┌────────

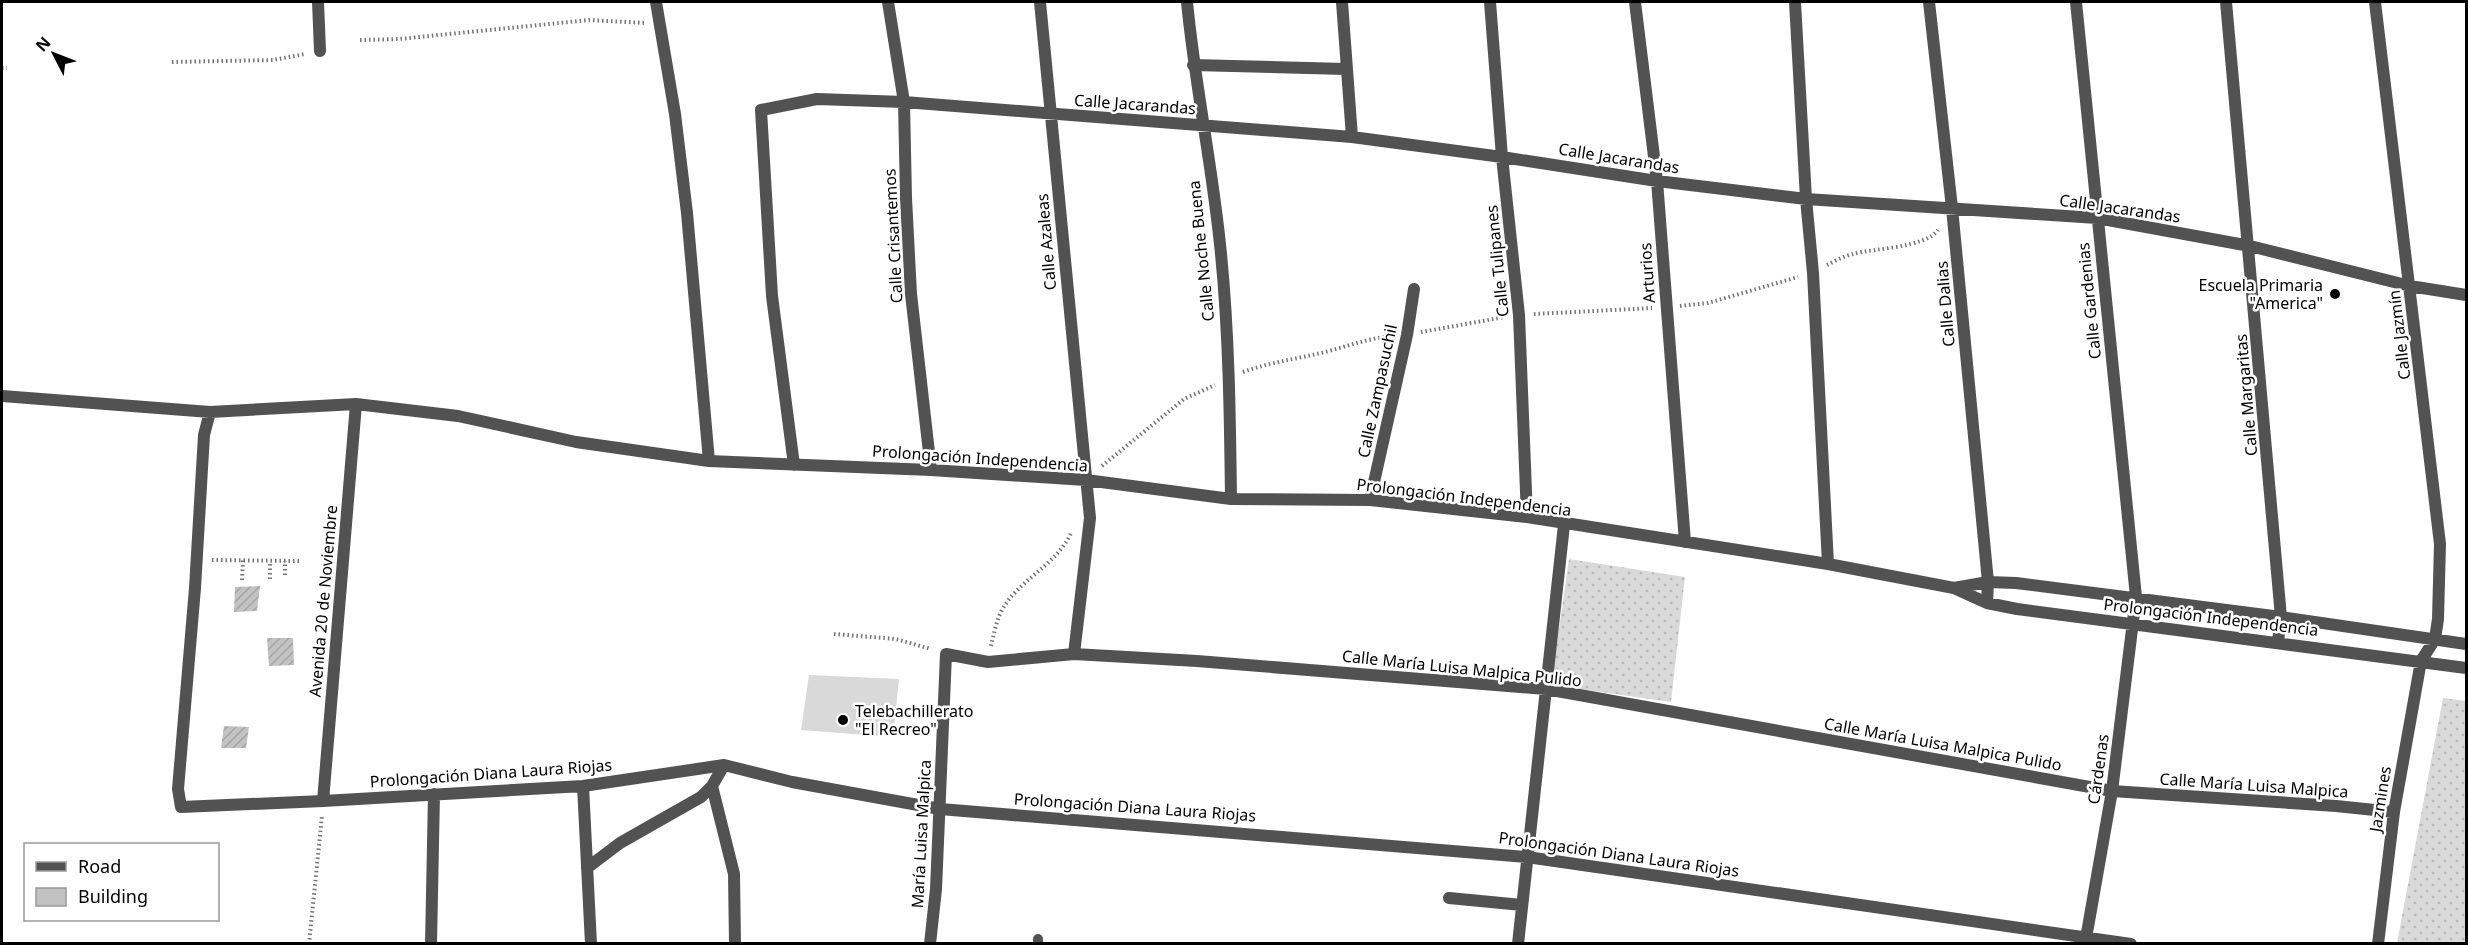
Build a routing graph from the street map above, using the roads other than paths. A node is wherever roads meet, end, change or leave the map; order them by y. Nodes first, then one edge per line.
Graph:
1 (318, 2) edge
2 (656, 2) edge
3 (888, 2) edge
4 (1040, 2) edge
5 (1187, 2) edge
6 (1342, 2) edge
7 (1490, 2) edge
8 (1635, 2) edge
9 (1795, 2) edge
10 (1929, 2) edge
11 (2076, 2) edge
12 (2226, 2) edge
13 (2375, 2) edge
14 (320, 51) road end
15 (1193, 64) junction
16 (1346, 69) junction
17 (904, 102) junction
18 (1052, 114) junction
19 (1203, 125) junction
20 (1352, 137) junction
21 (1502, 157) junction
22 (1657, 181) junction
23 (1806, 199) junction
24 (1952, 208) junction
25 (2097, 218) junction
26 (2250, 246) junction
27 (2410, 286) junction
28 (1414, 289) dead end
29 (2466, 294) edge
30 (2, 396) edge
31 (356, 404) junction
32 (210, 412) junction
33 (709, 461) junction
34 (794, 465) junction
35 (931, 470) junction
36 (1086, 480) junction
37 (1231, 499) junction
38 (1370, 500) junction
39 (1527, 517) junction
40 (1564, 525) junction
41 (1685, 542) junction
42 (1828, 564) junction
43 (1988, 582) junction
44 (1954, 588) junction
45 (2136, 597) junction
46 (1987, 603) junction
47 (2281, 616) junction
48 (2133, 623) junction
49 (2435, 639) junction
50 (2278, 642) junction
51 (2466, 644) edge
52 (946, 654) joint
53 (1074, 654) junction
54 (2421, 661) junction
55 (2466, 668) edge
56 (1546, 689) junction
57 (724, 765) junction
58 (583, 786) junction
59 (712, 786) junction
60 (2112, 792) junction
61 (434, 794) junction
62 (323, 801) junction
63 (940, 809) junction
64 (2394, 812) junction
65 (1527, 857) junction
66 (587, 868) junction
67 (1449, 898) dead end
68 (1522, 905) junction
69 (2086, 940) edge
70 (431, 944) edge
71 (591, 944) edge
72 (735, 944) edge
73 (930, 944) edge
74 (1518, 944) edge
75 (2131, 944) edge
76 (2378, 944) edge

1 - 14 street
2 - 33 street
3 - 17 street, Calle Crisantemos
4 - 18 street, Calle Azaleas
5 - 15 street, Calle Noche Buena
6 - 16 street
7 - 21 street, Calle Tulipanes
8 - 22 street, Arturios
9 - 23 street
10 - 24 street, Calle Dalias
11 - 25 street, Calle Gardenias
12 - 26 street, Calle Margaritas
13 - 27 street, Calle Jazmín
15 - 16 street
15 - 19 street, Calle Noche Buena
16 - 20 street
17 - 18 street, Calle Jacarandas
17 - 34 street, Calle Jacarandas
17 - 35 street, Calle Crisantemos
18 - 19 street, Calle Jacarandas
18 - 36 street, Calle Azaleas
19 - 20 street, Calle Jacarandas
19 - 37 street, Calle Noche Buena
20 - 21 street, Calle Jacarandas
21 - 22 street, Calle Jacarandas
21 - 39 street, Calle Tulipanes
22 - 23 street, Calle Jacarandas
22 - 41 street, Arturios
23 - 24 street, Calle Jacarandas
23 - 42 street
24 - 25 street, Calle Jacarandas
24 - 43 street, Calle Dalias
25 - 26 street, Calle Jacarandas
25 - 45 street, Calle Gardenias
26 - 27 street, Calle Jacarandas
26 - 47 street, Calle Margaritas
27 - 29 street, Calle Jacarandas
27 - 49 street, Calle Jazmín
28 - 38 street, Calle Zampasuchil
30 - 32 street, Prolongación Independencia
31 - 32 street, Prolongación Independencia
31 - 33 street, Prolongación Independencia
31 - 62 street, Avenida 20 de Noviembre
32 - 62 street, Prolongación Diana Laura Riojas
33 - 34 street, Prolongación Independencia
34 - 35 street, Prolongación Independencia
35 - 36 street, Prolongación Independencia
36 - 37 street, Prolongación Independencia
36 - 53 street, Calle Azaleas
37 - 38 street, Prolongación Independencia
38 - 39 street, Prolongación Independencia
39 - 40 street, Prolongación Independencia
40 - 41 street, Prolongación Independencia
40 - 56 street
41 - 42 street, Prolongación Independencia
42 - 44 street, Prolongación Independencia
43 - 44 street, Prolongación Independencia
43 - 45 street, Prolongación Independencia
43 - 46 street, Calle Dalias
44 - 46 street, Prolongación Independencia
45 - 47 street, Prolongación Independencia
45 - 48 street, Cárdenas
46 - 48 street, Prolongación Independencia
47 - 49 street, Prolongación Independencia
47 - 50 street, Calle Margaritas
48 - 50 street, Prolongación Independencia
48 - 60 street, Cárdenas
49 - 51 street, Prolongación Independencia
49 - 54 street, Calle Jazmín
50 - 54 street, Prolongación Independencia
52 - 53 street, Calle María Luisa Malpica Pulido
52 - 63 street, María Luisa Malpica
53 - 56 street, Calle María Luisa Malpica Pulido
54 - 55 street, Prolongación Independencia
54 - 64 street, Jazmines
56 - 60 street, Calle María Luisa Malpica Pulido
56 - 65 street
57 - 58 street, Prolongación Diana Laura Riojas
57 - 59 street
57 - 63 street, Prolongación Diana Laura Riojas
58 - 61 street, Prolongación Diana Laura Riojas
58 - 66 street
59 - 66 street
59 - 72 street
60 - 64 street, Calle María Luisa Malpica
60 - 69 street, Cárdenas
61 - 62 street, Prolongación Diana Laura Riojas
61 - 70 street
63 - 65 street, Prolongación Diana Laura Riojas
63 - 73 street, María Luisa Malpica
64 - 76 street, Jazmines
65 - 68 street
65 - 69 street, Prolongación Diana Laura Riojas
66 - 71 street
67 - 68 street
68 - 74 street
69 - 75 street, Prolongación Diana Laura Riojas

└────────

Exercise goal –
Return, from the material above, every line with the word "Pulido".

The answer –
52 - 53 street, Calle María Luisa Malpica Pulido
53 - 56 street, Calle María Luisa Malpica Pulido
56 - 60 street, Calle María Luisa Malpica Pulido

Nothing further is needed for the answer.